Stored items
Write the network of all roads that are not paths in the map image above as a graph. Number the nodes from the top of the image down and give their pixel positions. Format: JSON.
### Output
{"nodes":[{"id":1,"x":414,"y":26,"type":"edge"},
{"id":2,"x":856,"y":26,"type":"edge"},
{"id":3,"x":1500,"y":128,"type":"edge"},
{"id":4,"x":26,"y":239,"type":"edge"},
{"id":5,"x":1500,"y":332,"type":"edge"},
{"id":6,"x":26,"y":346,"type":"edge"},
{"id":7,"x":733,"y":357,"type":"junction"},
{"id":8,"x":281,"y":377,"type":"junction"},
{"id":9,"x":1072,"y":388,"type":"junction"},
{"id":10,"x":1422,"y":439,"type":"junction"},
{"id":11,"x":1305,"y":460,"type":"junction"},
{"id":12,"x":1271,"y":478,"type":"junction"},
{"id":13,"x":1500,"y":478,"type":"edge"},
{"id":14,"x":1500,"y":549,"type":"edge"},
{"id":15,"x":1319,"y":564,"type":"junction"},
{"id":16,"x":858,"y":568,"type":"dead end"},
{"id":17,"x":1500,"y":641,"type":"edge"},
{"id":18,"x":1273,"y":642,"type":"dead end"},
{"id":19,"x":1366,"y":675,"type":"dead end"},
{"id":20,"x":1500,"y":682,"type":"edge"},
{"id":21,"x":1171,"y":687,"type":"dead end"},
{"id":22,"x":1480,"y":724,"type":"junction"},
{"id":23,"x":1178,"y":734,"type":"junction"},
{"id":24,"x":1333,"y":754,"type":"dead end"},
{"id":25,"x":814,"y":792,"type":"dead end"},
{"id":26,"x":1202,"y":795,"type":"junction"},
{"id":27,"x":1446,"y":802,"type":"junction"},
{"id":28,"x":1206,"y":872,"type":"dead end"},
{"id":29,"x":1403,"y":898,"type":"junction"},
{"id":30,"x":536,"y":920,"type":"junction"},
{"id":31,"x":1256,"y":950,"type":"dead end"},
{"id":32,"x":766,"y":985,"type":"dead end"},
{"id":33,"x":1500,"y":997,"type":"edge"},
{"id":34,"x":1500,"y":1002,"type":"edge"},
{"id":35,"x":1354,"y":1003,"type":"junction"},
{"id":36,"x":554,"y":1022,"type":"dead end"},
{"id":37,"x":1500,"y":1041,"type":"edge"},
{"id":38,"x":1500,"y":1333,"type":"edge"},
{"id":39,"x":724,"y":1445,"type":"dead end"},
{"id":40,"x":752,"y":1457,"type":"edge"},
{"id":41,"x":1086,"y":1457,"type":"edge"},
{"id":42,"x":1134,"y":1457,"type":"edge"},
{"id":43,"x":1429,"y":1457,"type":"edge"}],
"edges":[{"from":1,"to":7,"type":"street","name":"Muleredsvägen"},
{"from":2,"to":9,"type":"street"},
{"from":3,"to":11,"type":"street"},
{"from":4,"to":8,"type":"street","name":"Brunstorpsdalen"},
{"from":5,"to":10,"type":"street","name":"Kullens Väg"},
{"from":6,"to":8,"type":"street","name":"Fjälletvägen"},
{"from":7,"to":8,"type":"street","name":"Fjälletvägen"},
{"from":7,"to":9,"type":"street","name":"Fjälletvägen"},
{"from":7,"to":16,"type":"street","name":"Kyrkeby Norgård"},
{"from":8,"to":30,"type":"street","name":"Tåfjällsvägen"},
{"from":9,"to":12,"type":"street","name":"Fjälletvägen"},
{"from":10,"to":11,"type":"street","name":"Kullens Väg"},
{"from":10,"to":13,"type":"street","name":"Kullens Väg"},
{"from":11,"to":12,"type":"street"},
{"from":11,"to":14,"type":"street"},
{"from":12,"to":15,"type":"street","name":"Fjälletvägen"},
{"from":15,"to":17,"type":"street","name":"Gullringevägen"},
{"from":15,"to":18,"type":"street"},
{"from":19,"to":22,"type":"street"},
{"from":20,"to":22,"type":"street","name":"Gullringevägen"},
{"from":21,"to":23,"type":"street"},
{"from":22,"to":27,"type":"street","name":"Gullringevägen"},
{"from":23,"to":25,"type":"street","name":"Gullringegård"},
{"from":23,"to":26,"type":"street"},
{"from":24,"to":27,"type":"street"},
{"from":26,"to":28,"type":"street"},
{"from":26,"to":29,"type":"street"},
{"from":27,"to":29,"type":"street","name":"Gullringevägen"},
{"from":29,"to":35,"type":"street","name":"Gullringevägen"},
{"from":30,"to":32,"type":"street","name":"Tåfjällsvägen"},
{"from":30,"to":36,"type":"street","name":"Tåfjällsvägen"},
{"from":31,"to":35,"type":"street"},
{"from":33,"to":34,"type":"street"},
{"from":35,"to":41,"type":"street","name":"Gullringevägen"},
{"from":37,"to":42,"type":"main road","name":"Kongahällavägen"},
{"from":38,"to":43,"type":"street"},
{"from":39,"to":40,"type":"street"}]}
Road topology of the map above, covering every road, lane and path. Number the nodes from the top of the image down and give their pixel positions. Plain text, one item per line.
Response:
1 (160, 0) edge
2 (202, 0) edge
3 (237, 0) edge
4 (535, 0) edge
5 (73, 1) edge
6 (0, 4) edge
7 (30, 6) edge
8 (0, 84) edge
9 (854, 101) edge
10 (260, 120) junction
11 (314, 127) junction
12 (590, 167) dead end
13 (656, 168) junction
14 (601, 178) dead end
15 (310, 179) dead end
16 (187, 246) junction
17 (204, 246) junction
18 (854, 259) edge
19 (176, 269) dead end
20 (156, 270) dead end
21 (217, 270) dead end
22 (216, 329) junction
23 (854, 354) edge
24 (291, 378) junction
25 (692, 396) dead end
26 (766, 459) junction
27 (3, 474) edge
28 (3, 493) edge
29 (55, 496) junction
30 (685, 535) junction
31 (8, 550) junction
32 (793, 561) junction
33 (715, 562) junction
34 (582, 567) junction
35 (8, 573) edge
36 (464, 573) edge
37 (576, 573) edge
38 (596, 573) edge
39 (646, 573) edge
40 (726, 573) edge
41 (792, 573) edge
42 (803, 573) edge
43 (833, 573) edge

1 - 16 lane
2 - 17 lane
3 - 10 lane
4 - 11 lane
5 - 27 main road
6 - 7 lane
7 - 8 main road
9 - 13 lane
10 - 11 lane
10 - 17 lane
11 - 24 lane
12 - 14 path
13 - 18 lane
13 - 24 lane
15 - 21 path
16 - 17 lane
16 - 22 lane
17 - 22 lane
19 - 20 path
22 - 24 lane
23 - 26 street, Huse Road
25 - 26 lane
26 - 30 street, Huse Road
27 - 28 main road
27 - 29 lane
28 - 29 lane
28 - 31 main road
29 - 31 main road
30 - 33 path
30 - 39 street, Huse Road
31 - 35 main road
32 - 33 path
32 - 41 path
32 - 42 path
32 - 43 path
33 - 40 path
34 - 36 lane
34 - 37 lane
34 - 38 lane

■ DIRECTIONS FOR THIS TASK ■
The output should restate the data exactly, with no line missing.

■ ANSWER TO THE EXERCISE ■
Write the network of all roads that are not paths in the map image above as a graph. Number the nodes from the top of the image down and give their pixel positions. Format: JSON.
### Output
{"nodes":[{"id":1,"x":414,"y":26,"type":"edge"},
{"id":2,"x":856,"y":26,"type":"edge"},
{"id":3,"x":1500,"y":128,"type":"edge"},
{"id":4,"x":26,"y":239,"type":"edge"},
{"id":5,"x":1500,"y":332,"type":"edge"},
{"id":6,"x":26,"y":346,"type":"edge"},
{"id":7,"x":733,"y":357,"type":"junction"},
{"id":8,"x":281,"y":377,"type":"junction"},
{"id":9,"x":1072,"y":388,"type":"junction"},
{"id":10,"x":1422,"y":439,"type":"junction"},
{"id":11,"x":1305,"y":460,"type":"junction"},
{"id":12,"x":1271,"y":478,"type":"junction"},
{"id":13,"x":1500,"y":478,"type":"edge"},
{"id":14,"x":1500,"y":549,"type":"edge"},
{"id":15,"x":1319,"y":564,"type":"junction"},
{"id":16,"x":858,"y":568,"type":"dead end"},
{"id":17,"x":1500,"y":641,"type":"edge"},
{"id":18,"x":1273,"y":642,"type":"dead end"},
{"id":19,"x":1366,"y":675,"type":"dead end"},
{"id":20,"x":1500,"y":682,"type":"edge"},
{"id":21,"x":1171,"y":687,"type":"dead end"},
{"id":22,"x":1480,"y":724,"type":"junction"},
{"id":23,"x":1178,"y":734,"type":"junction"},
{"id":24,"x":1333,"y":754,"type":"dead end"},
{"id":25,"x":814,"y":792,"type":"dead end"},
{"id":26,"x":1202,"y":795,"type":"junction"},
{"id":27,"x":1446,"y":802,"type":"junction"},
{"id":28,"x":1206,"y":872,"type":"dead end"},
{"id":29,"x":1403,"y":898,"type":"junction"},
{"id":30,"x":536,"y":920,"type":"junction"},
{"id":31,"x":1256,"y":950,"type":"dead end"},
{"id":32,"x":766,"y":985,"type":"dead end"},
{"id":33,"x":1500,"y":997,"type":"edge"},
{"id":34,"x":1500,"y":1002,"type":"edge"},
{"id":35,"x":1354,"y":1003,"type":"junction"},
{"id":36,"x":554,"y":1022,"type":"dead end"},
{"id":37,"x":1500,"y":1041,"type":"edge"},
{"id":38,"x":1500,"y":1333,"type":"edge"},
{"id":39,"x":724,"y":1445,"type":"dead end"},
{"id":40,"x":752,"y":1457,"type":"edge"},
{"id":41,"x":1086,"y":1457,"type":"edge"},
{"id":42,"x":1134,"y":1457,"type":"edge"},
{"id":43,"x":1429,"y":1457,"type":"edge"}],
"edges":[{"from":1,"to":7,"type":"street","name":"Muleredsvägen"},
{"from":2,"to":9,"type":"street"},
{"from":3,"to":11,"type":"street"},
{"from":4,"to":8,"type":"street","name":"Brunstorpsdalen"},
{"from":5,"to":10,"type":"street","name":"Kullens Väg"},
{"from":6,"to":8,"type":"street","name":"Fjälletvägen"},
{"from":7,"to":8,"type":"street","name":"Fjälletvägen"},
{"from":7,"to":9,"type":"street","name":"Fjälletvägen"},
{"from":7,"to":16,"type":"street","name":"Kyrkeby Norgård"},
{"from":8,"to":30,"type":"street","name":"Tåfjällsvägen"},
{"from":9,"to":12,"type":"street","name":"Fjälletvägen"},
{"from":10,"to":11,"type":"street","name":"Kullens Väg"},
{"from":10,"to":13,"type":"street","name":"Kullens Väg"},
{"from":11,"to":12,"type":"street"},
{"from":11,"to":14,"type":"street"},
{"from":12,"to":15,"type":"street","name":"Fjälletvägen"},
{"from":15,"to":17,"type":"street","name":"Gullringevägen"},
{"from":15,"to":18,"type":"street"},
{"from":19,"to":22,"type":"street"},
{"from":20,"to":22,"type":"street","name":"Gullringevägen"},
{"from":21,"to":23,"type":"street"},
{"from":22,"to":27,"type":"street","name":"Gullringevägen"},
{"from":23,"to":25,"type":"street","name":"Gullringegård"},
{"from":23,"to":26,"type":"street"},
{"from":24,"to":27,"type":"street"},
{"from":26,"to":28,"type":"street"},
{"from":26,"to":29,"type":"street"},
{"from":27,"to":29,"type":"street","name":"Gullringevägen"},
{"from":29,"to":35,"type":"street","name":"Gullringevägen"},
{"from":30,"to":32,"type":"street","name":"Tåfjällsvägen"},
{"from":30,"to":36,"type":"street","name":"Tåfjällsvägen"},
{"from":31,"to":35,"type":"street"},
{"from":33,"to":34,"type":"street"},
{"from":35,"to":41,"type":"street","name":"Gullringevägen"},
{"from":37,"to":42,"type":"main road","name":"Kongahällavägen"},
{"from":38,"to":43,"type":"street"},
{"from":39,"to":40,"type":"street"}]}
Road topology of the map above, covering every road, lane and path. Number the nodes from the top of the image down and give their pixel positions. Plain text, one item per line.
Response:
1 (160, 0) edge
2 (202, 0) edge
3 (237, 0) edge
4 (535, 0) edge
5 (73, 1) edge
6 (0, 4) edge
7 (30, 6) edge
8 (0, 84) edge
9 (854, 101) edge
10 (260, 120) junction
11 (314, 127) junction
12 (590, 167) dead end
13 (656, 168) junction
14 (601, 178) dead end
15 (310, 179) dead end
16 (187, 246) junction
17 (204, 246) junction
18 (854, 259) edge
19 (176, 269) dead end
20 (156, 270) dead end
21 (217, 270) dead end
22 (216, 329) junction
23 (854, 354) edge
24 (291, 378) junction
25 (692, 396) dead end
26 (766, 459) junction
27 (3, 474) edge
28 (3, 493) edge
29 (55, 496) junction
30 (685, 535) junction
31 (8, 550) junction
32 (793, 561) junction
33 (715, 562) junction
34 (582, 567) junction
35 (8, 573) edge
36 (464, 573) edge
37 (576, 573) edge
38 (596, 573) edge
39 (646, 573) edge
40 (726, 573) edge
41 (792, 573) edge
42 (803, 573) edge
43 (833, 573) edge

1 - 16 lane
2 - 17 lane
3 - 10 lane
4 - 11 lane
5 - 27 main road
6 - 7 lane
7 - 8 main road
9 - 13 lane
10 - 11 lane
10 - 17 lane
11 - 24 lane
12 - 14 path
13 - 18 lane
13 - 24 lane
15 - 21 path
16 - 17 lane
16 - 22 lane
17 - 22 lane
19 - 20 path
22 - 24 lane
23 - 26 street, Huse Road
25 - 26 lane
26 - 30 street, Huse Road
27 - 28 main road
27 - 29 lane
28 - 29 lane
28 - 31 main road
29 - 31 main road
30 - 33 path
30 - 39 street, Huse Road
31 - 35 main road
32 - 33 path
32 - 41 path
32 - 42 path
32 - 43 path
33 - 40 path
34 - 36 lane
34 - 37 lane
34 - 38 lane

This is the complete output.